Collection: Piraeus Archaeological Museum
Title: Piraeus Athena
Context: Possibly from Delos
Findspot: Excavated at Piraeus (found in 1959 in a cache together with the Piraeus Apollo and two statues of Artemis [Piraeus 4647 and Piraeus 4648]).
Summary: Standing helmeted Athena with diagonal aegis
Object Function: Cult
Material: Bronze
Sculpture Type: Free-standing statue
Category: Original/copies
Style: Late Classical
Technique: Hollow cast
Original or Copy: Original
Date: ca. 360 BC - ca. 340 BC
Dimensions: H. 2.35 m
Scale: Over life-size
Region: Attica
Period: Late Classical

Subject Description:

The statue of Athena is apparently an original creation of the 4th century, which was buried as part of a cache of bronze statues following the sack of Athens by Sulla in 86 BC. The statue is nearly complete, except for part of the left foot and the attributes, and is particularly interesting for all the details which are preserved intact.

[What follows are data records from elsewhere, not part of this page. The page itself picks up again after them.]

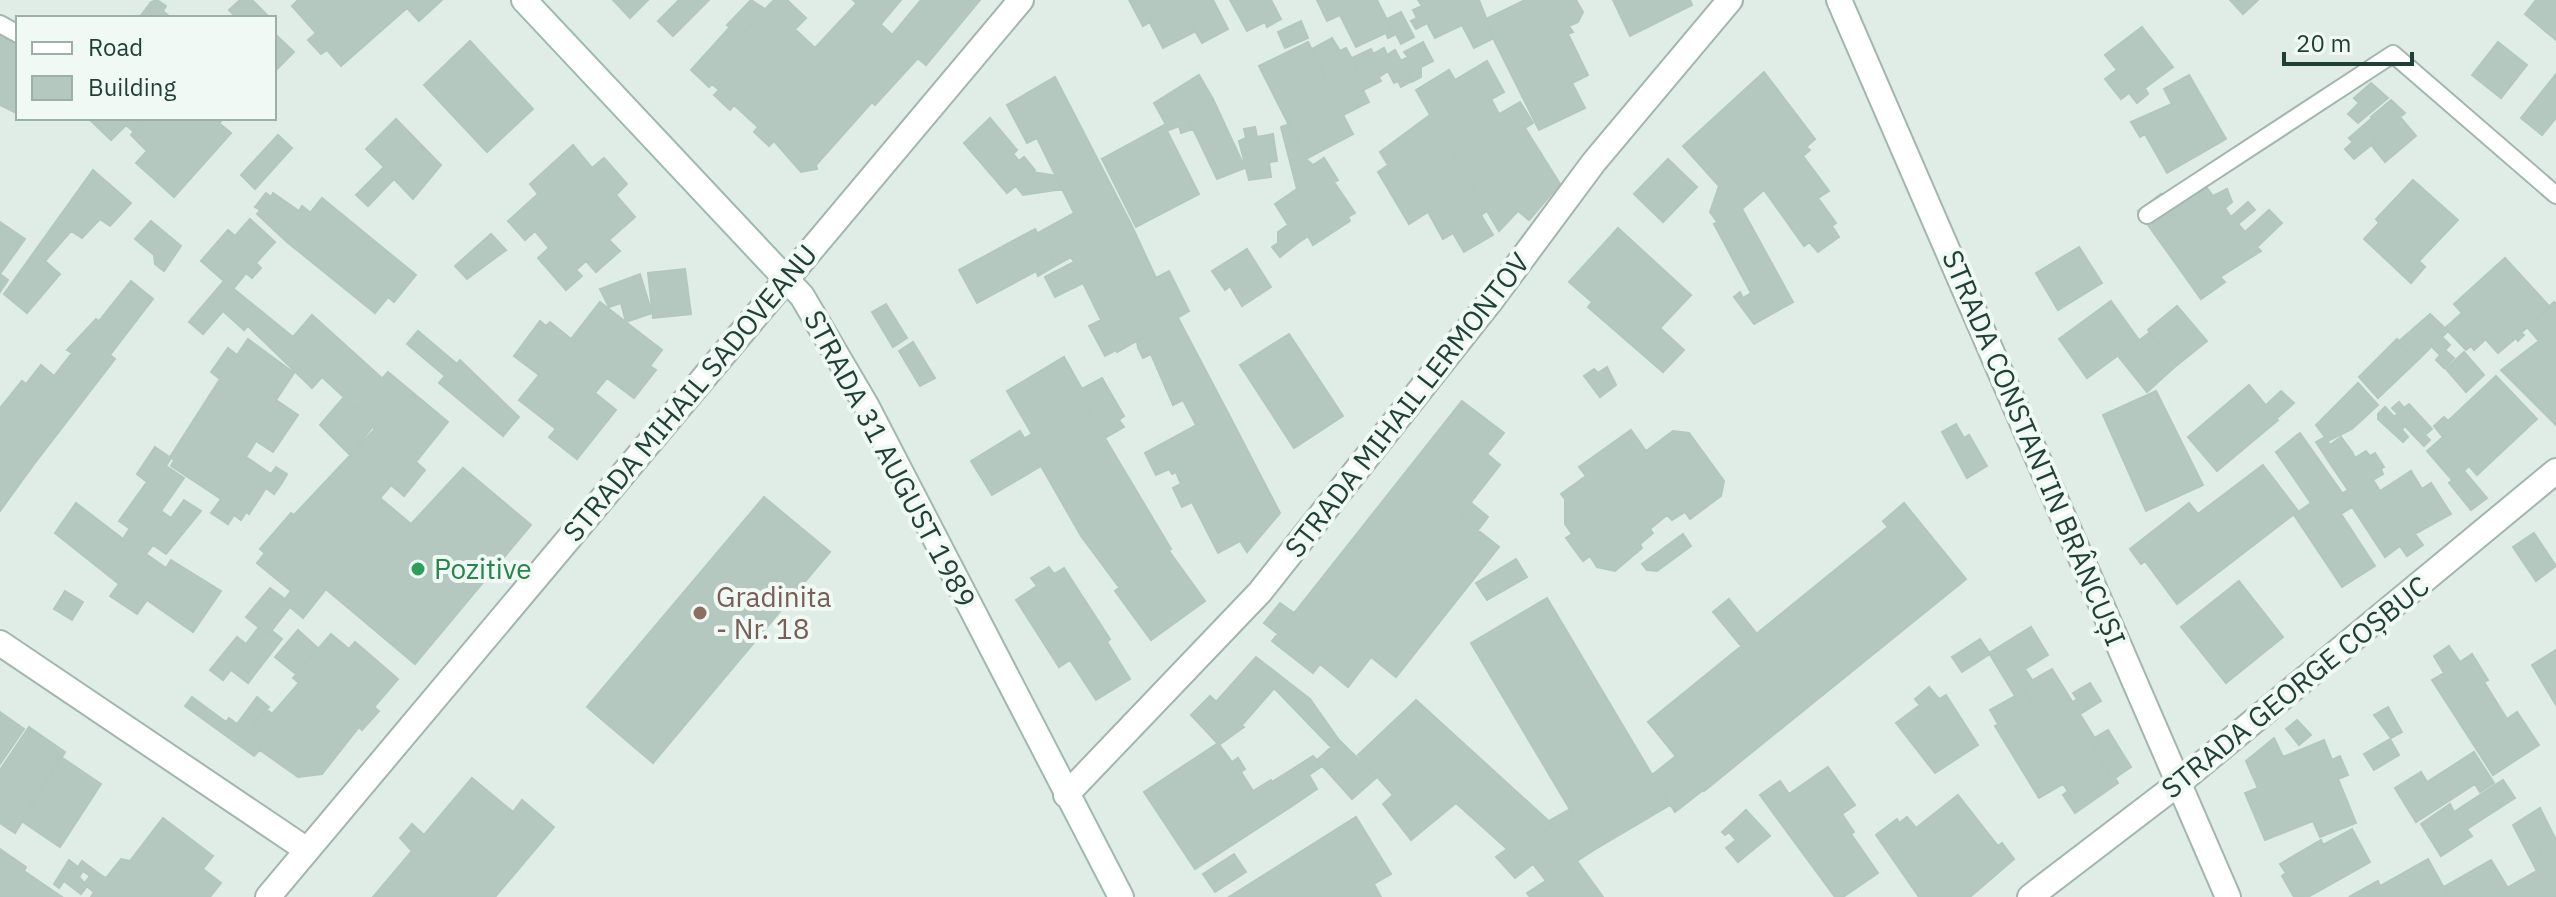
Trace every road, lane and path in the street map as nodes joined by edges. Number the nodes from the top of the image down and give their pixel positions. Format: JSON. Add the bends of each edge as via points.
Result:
{"nodes":[{"id":1,"x":524,"y":0,"type":"edge"},
{"id":2,"x":1021,"y":0,"type":"edge"},
{"id":3,"x":1730,"y":0,"type":"edge"},
{"id":4,"x":1839,"y":0,"type":"edge"},
{"id":5,"x":2556,"y":195,"type":"edge"},
{"id":6,"x":2147,"y":215,"type":"dead end"},
{"id":7,"x":788,"y":277,"type":"junction"},
{"id":8,"x":2556,"y":471,"type":"edge"},
{"id":9,"x":0,"y":643,"type":"edge"},
{"id":10,"x":2179,"y":783,"type":"junction"},
{"id":11,"x":1066,"y":795,"type":"junction"},
{"id":12,"x":307,"y":850,"type":"junction"},
{"id":13,"x":268,"y":897,"type":"edge"},
{"id":14,"x":1121,"y":897,"type":"edge"},
{"id":15,"x":2030,"y":897,"type":"edge"},
{"id":16,"x":2228,"y":897,"type":"edge"}],
"edges":[{"from":1,"to":7,"type":"street","name":"STRADA 31 AUGUST 1989"},
{"from":2,"to":7,"type":"street","name":"STRADA MIHAIL SADOVEANU"},
{"from":3,"to":11,"type":"street","name":"STRADA MIHAIL LERMONTOV","via":[[1603,152],[1260,592]]},
{"from":4,"to":10,"type":"street","name":"STRADA CONSTANTIN BRÂNCUȘI"},
{"from":5,"to":6,"type":"lane","via":[[2393,54]]},
{"from":7,"to":11,"type":"street","name":"STRADA 31 AUGUST 1989","via":[[866,405]]},
{"from":7,"to":12,"type":"street","name":"STRADA MIHAIL SADOVEANU"},
{"from":8,"to":10,"type":"street","name":"STRADA GEORGE COȘBUC"},
{"from":9,"to":12,"type":"street"},
{"from":10,"to":15,"type":"street","name":"STRADA GEORGE COȘBUC"},
{"from":10,"to":16,"type":"street","name":"STRADA CONSTANTIN BRÂNCUȘI"},
{"from":11,"to":14,"type":"street","name":"STRADA 31 AUGUST 1989"},
{"from":12,"to":13,"type":"street","name":"STRADA MIHAIL SADOVEANU"}]}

The figure faces forward, the weight on the right leg, the left leg relaxed. She wears a peplos open on the right side, with a long diagonal overfold, the tip of which reaches nearly to the knee. Over the dress is slung the aegis, shaped like a narrow band. Though it is bordered by snakes and emblazoned with a small head of Medusa, its significance in this instance is more a badge of identity than a weapon. Her left hand appears to have rested on a shield and may have held a spear as well. The right hand is extended forward. The open palm is pierced with a hole, as is the thumb, for attachment of an object. She may have held an owl. The helmet is pushed back on her head. Two owls are represented on the visor, and griffins stand on either side of the long crest. The eyes are inset.

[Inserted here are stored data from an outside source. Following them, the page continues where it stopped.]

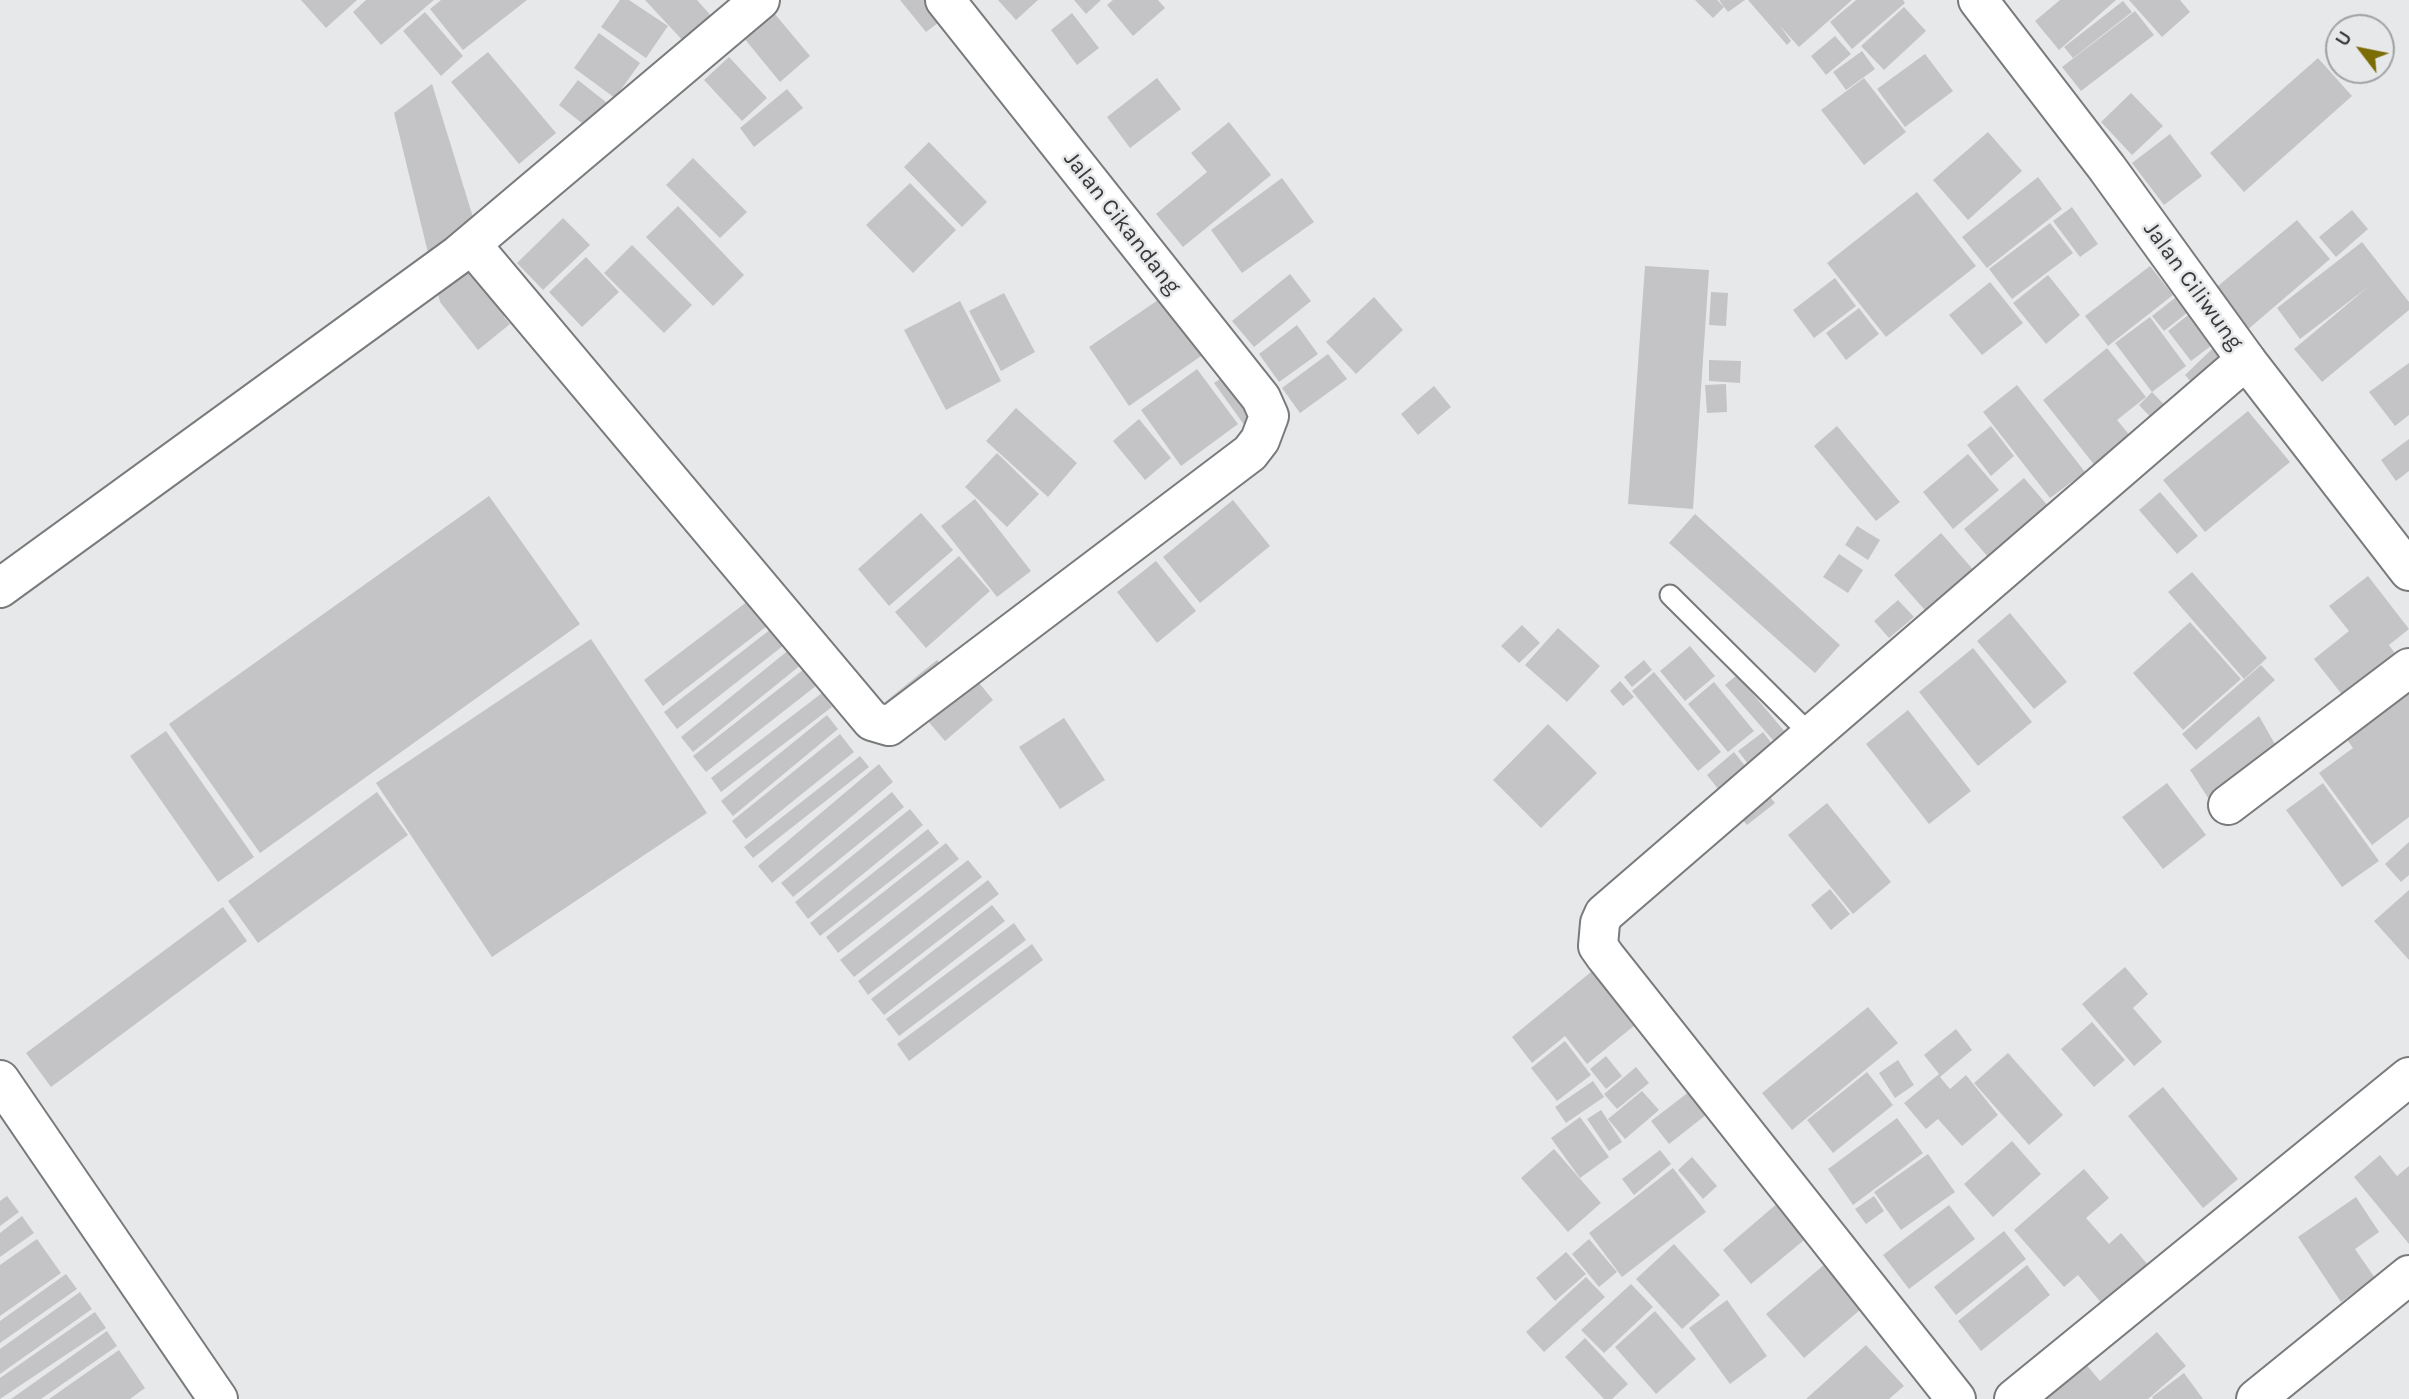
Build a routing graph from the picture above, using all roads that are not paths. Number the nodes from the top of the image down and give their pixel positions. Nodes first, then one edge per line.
1 (760, 0) edge
2 (945, 0) edge
3 (1978, 0) edge
4 (471, 244) junction
5 (2246, 360) junction
6 (2409, 571) edge
7 (0, 588) edge
8 (1670, 595) dead end
9 (2409, 668) edge
10 (1812, 736) junction
11 (2228, 805) dead end
12 (2409, 1077) edge
13 (0, 1080) edge
14 (2409, 1275) edge
15 (218, 1399) edge
16 (1956, 1399) edge
17 (2014, 1399) edge
18 (2256, 1399) edge

1 - 4 street
2 - 4 street, Jalan Cikandang
3 - 5 street, Jalan Ciliwung
4 - 7 street
5 - 6 street, Jalan Ciliwung
5 - 10 street
8 - 10 lane
9 - 11 street
10 - 16 street
12 - 17 street
13 - 15 street
14 - 18 street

A single copy of this statue exists: the Mattei Athena now in the Louvre (Louvre Ma 530). The position of the right arm was altered, probably because of the difficulty of reproducing the same pose in marble without the use of a strut. The pair are of special interest for the light they throw on the relationship between a classical bronze original and a marble copy.

Form & Style: Because of its similarity to the Apollo Patroos (Athens, Agora S 2154), the Piraeus Athena is sometimes attributed to Euphranor. On the basis of the sandals it has been suggested that this might be a Hellenistic copy of a fourth-century original.

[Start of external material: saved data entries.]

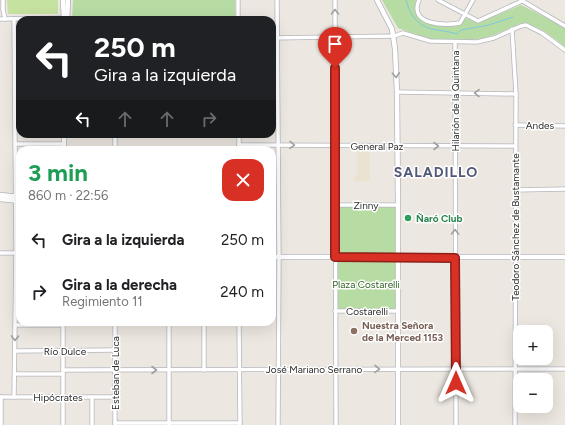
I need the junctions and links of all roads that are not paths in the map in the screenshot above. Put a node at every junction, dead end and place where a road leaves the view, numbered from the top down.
1 (3, 0) edge
2 (63, 0) edge
3 (68, 0) edge
4 (238, 0) edge
5 (277, 0) edge
6 (335, 0) edge
7 (377, 0) edge
8 (419, 0) edge
9 (438, 0) edge
10 (473, 0) edge
11 (522, 1) edge
12 (465, 14) junction
13 (65, 16) edge
14 (66, 16) edge
15 (238, 16) edge
16 (0, 19) edge
17 (5, 19) junction
18 (14, 19) joint
19 (565, 26) edge
20 (512, 29) junction
21 (394, 36) junction
22 (335, 37) junction
23 (277, 38) junction
24 (455, 42) junction
25 (14, 44) joint
26 (565, 50) edge
27 (14, 91) joint
28 (397, 92) junction
29 (455, 93) junction
30 (516, 94) junction
31 (15, 117) joint
32 (515, 125) junction
33 (565, 126) edge
34 (64, 138) edge
35 (239, 138) edge
36 (15, 144) junction
37 (64, 144) joint
38 (239, 145) joint
39 (278, 145) junction
40 (397, 145) junction
41 (335, 146) junction
42 (455, 146) junction
43 (515, 146) junction
44 (15, 171) joint
45 (16, 180) edge
46 (565, 189) edge
47 (515, 190) junction
48 (0, 195) edge
49 (0, 199) edge
50 (16, 199) edge
51 (16, 199) edge
52 (335, 205) junction
53 (398, 205) junction
54 (16, 252) edge
55 (0, 253) edge
56 (279, 257) junction
57 (335, 257) junction
58 (398, 257) junction
59 (515, 257) junction
60 (565, 257) edge
61 (455, 258) junction
62 (16, 310) edge
63 (398, 311) junction
64 (335, 312) junction
65 (15, 325) joint
66 (63, 326) edge
67 (115, 326) edge
68 (169, 326) edge
69 (204, 326) edge
70 (239, 326) edge
71 (115, 350) junction
72 (15, 351) junction
73 (63, 351) junction
74 (335, 368) junction
75 (398, 369) junction
76 (456, 369) junction
77 (515, 369) junction
78 (565, 369) edge
79 (115, 370) junction
80 (169, 370) junction
81 (204, 370) junction
82 (240, 370) junction
83 (279, 370) junction
84 (63, 372) junction
85 (15, 374) junction
86 (1, 397) edge
87 (14, 397) junction
88 (63, 397) junction
89 (92, 397) junction
90 (115, 397) junction
91 (115, 424) edge
92 (169, 424) edge
93 (240, 424) edge
94 (1, 425) edge
95 (63, 425) edge
96 (92, 425) edge
97 (278, 425) edge
98 (336, 425) edge
99 (398, 425) edge
100 (456, 425) edge
101 (515, 425) edge

1 - 17 street
2 - 13 street
3 - 14 street
4 - 15 street
5 - 23 street
22 -> 6 street
7 - 21 street
8 - 12 street
9 - 12 street
10 - 12 street
11 - 12 street
11 - 19 street
16 - 17 street
17 - 18 street
18 - 25 street
20 - 24 street
20 - 26 street
20 - 30 street, Teodoro Sánchez de Bustamante
21 - 22 street
21 - 24 street
21 -> 28 street
22 - 23 street
22 - 41 street
23 - 39 street
24 - 29 street, Hilarión de la Quintana
25 - 27 street
27 - 31 street
28 - 29 street
28 - 40 street
30 -> 29 street
29 - 42 street, Hilarión de la Quintana
30 - 32 street, Teodoro Sánchez de Bustamante
31 - 36 street
32 - 33 street, Andes
32 - 43 street, Teodoro Sánchez de Bustamante
34 - 37 street
35 - 38 street
36 - 37 street
36 - 44 street
38 - 39 street, General Paz
39 -> 41 street, General Paz
39 - 56 street
40 - 41 street, General Paz
40 -> 42 street, General Paz
40 - 53 street
41 - 52 street
42 - 43 street, General Paz
61 -> 42 street, Hilarión de la Quintana
43 - 47 street, Teodoro Sánchez de Bustamante
44 - 45 street
46 - 47 street
47 - 59 street, Teodoro Sánchez de Bustamante
48 - 50 street
49 - 51 street
52 - 53 street, Zinny
52 - 57 street
53 - 58 street
54 - 55 street
56 - 57 street
56 - 83 street
57 - 58 street
57 - 64 street
58 - 61 street
58 - 63 street
59 - 60 street
59 - 61 street
59 - 77 street, Teodoro Sánchez de Bustamante
61 - 76 street, Hilarión de la Quintana
62 - 65 street
63 - 64 street, Costarelli
63 - 75 street
64 - 74 street
65 -> 72 street
66 - 73 street
67 - 71 street, Esteban de Luca
68 - 80 street
69 - 81 street
70 - 82 street
71 - 73 street, Río Dulce
71 - 79 street, Esteban de Luca
72 - 73 street, Río Dulce
72 - 85 street
73 - 84 street
74 -> 75 street, José Mariano Serrano
74 - 83 street, José Mariano Serrano
74 - 98 street
75 - 76 street, José Mariano Serrano
75 - 99 street
76 - 77 street, José Mariano Serrano
76 - 100 street, Hilarión de la Quintana
77 - 78 street, José Mariano Serrano
77 - 101 street, Teodoro Sánchez de Bustamante
79 -> 80 street, José Mariano Serrano
79 - 84 street, José Mariano Serrano
79 - 90 street, Esteban de Luca
80 - 81 street, José Mariano Serrano
80 - 92 street
81 - 82 street, José Mariano Serrano
82 - 83 street, José Mariano Serrano
82 - 93 street
83 - 97 street
84 - 85 street, José Mariano Serrano
84 - 88 street
85 - 87 street
86 - 87 street, Hipócrates
86 - 94 street
87 - 88 street, Hipócrates
88 - 89 street, Hipócrates
88 - 95 street
89 - 90 street, Hipócrates
89 - 96 street
90 - 91 street, Esteban de Luca
91 - 92 street
92 - 93 street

Date Description: Dated by style to about the middle of the 4th century. It has also been suggested that this statue is a Hellenistic copy of a 4th century type. Its burial in a 1st century BC context, perhaps in association with the Sullan sack of 86 BC, provides a terminus ante quem.

Condition: Intact

Condition Description: Figure missing only the attributes originally held in hands. Surface corrosion.

Technique Description: Indirect, lost-wax method

Sources Used: Boardman 1995, 71, fig. 46; Stewart 1990, 179, 276, 288; Houser 1987, 58ff.; Dontas 1982, 15ff.; Palagia 1980; Waywell 1971, 373ff.